The pause on federal loan payments is set to expire on Aug. 31. Warren said it will double her monthly payment to $1,500, at a time when inflation is at a 40-year high.

“It probably means, what foods am I buying at the grocery store this week versus can I pay a tank of gas to get to work to pay for all of these bills?” she said. “Gas, food, rent, which do you do? Because obviously the loans will default and you’ll end up getting collectors calling if you don’t pay.”

Congress sets the fixed interest rate for federal student loans each year, which goes into effect in July. Students taking out new loans starting this month will pay a higher rate than students who took out loans in 2021 and 2020.

Private loan interest rates have more variability.

Warren refinanced her fixed-rate private loans four times since 2016 and benefitted from the lower interest rates during the pandemic.

“Luckily, I have some people in my life who are financially savvy so I’ve refinanced my private loans but if I had continued to pay at the interest rate I initially applied for them at, I probably wouldn’t have even made a dent,” said Warren.

Others who have variable rate private loans may now also face an increase.
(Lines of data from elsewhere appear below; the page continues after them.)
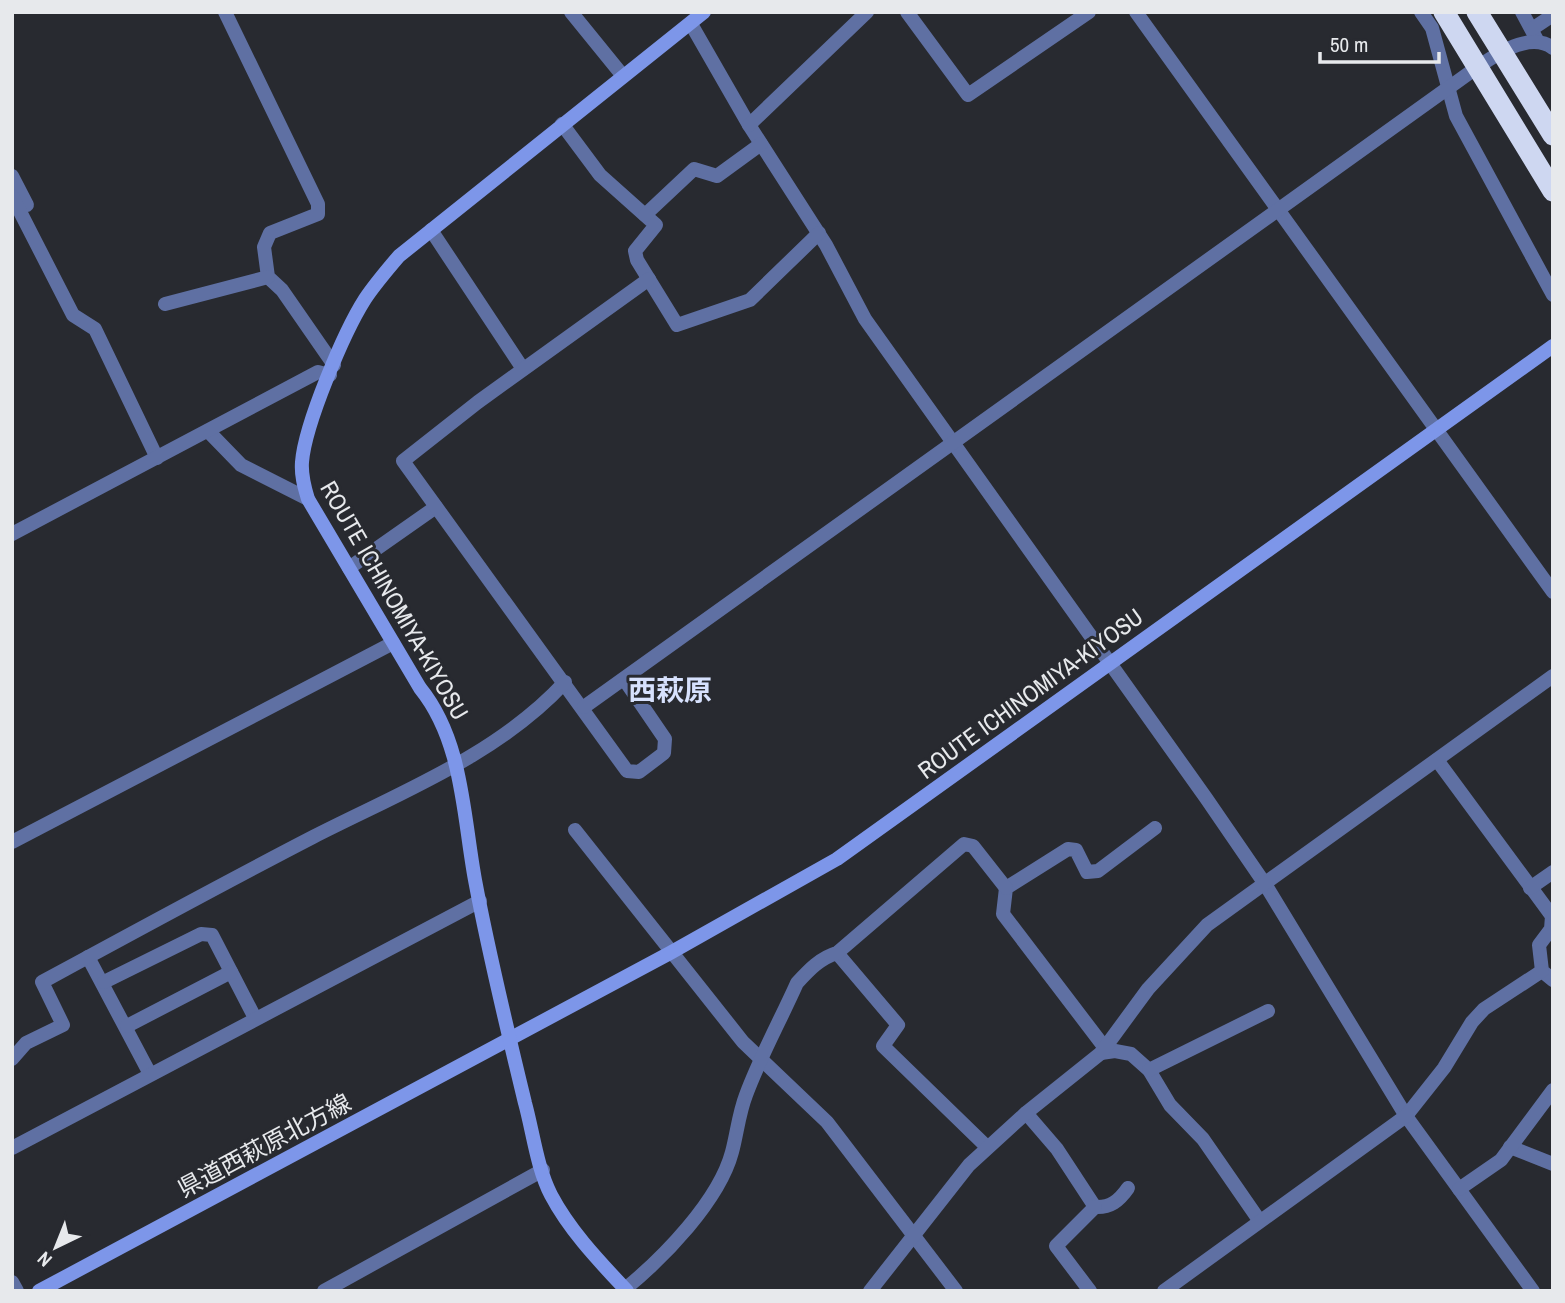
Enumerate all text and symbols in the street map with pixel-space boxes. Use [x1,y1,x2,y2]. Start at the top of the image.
scale bar [1320,21,1439,65]
text: 50 m [1330,30,1368,59]
street label: ROUTE ICHINOMIYA-KIYOSU [313,475,477,725]
street label: ROUTE ICHINOMIYA-KIYOSU [911,600,1149,786]
district label: 西萩原 [628,671,712,709]
street label: 県道西萩原北方線 [172,1086,356,1204]
north arrow [21,1212,91,1282]
text: N [31,1246,57,1273]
The Federal Reserve is expected to raise interest rates again on Wednesday.

“There’s these private ones that have not been put on pause and some of them will vary quite a bit when the Fed changes interest rates,” said Tyler Schipper, an economist at the University of St. Thomas. “It will trickle into those rates but it may take a couple of months for it to be fully reflected in them. It will raise those variable rate loans.”

He explained credit card debt will also be affected by the increase in interest rates.

“They’re seeing their credit card interest rates go up at the same time they’re seeing their student loan interest rates go up so it’s a double whammy for some of these students,” said Schipper.

He explained the Federal Reserve likely won’t consider private student loans as a factor as it weighs whether to raise interest rates this week.

“Their argument would be that the same students that are struggling with student loan payments, they’re also the same students that are struggling to buy gas, heat their homes, buy enough food for their families and so that if there are two dragons to slay, the inflation dragon might be the one to go after right now,” said Schipper.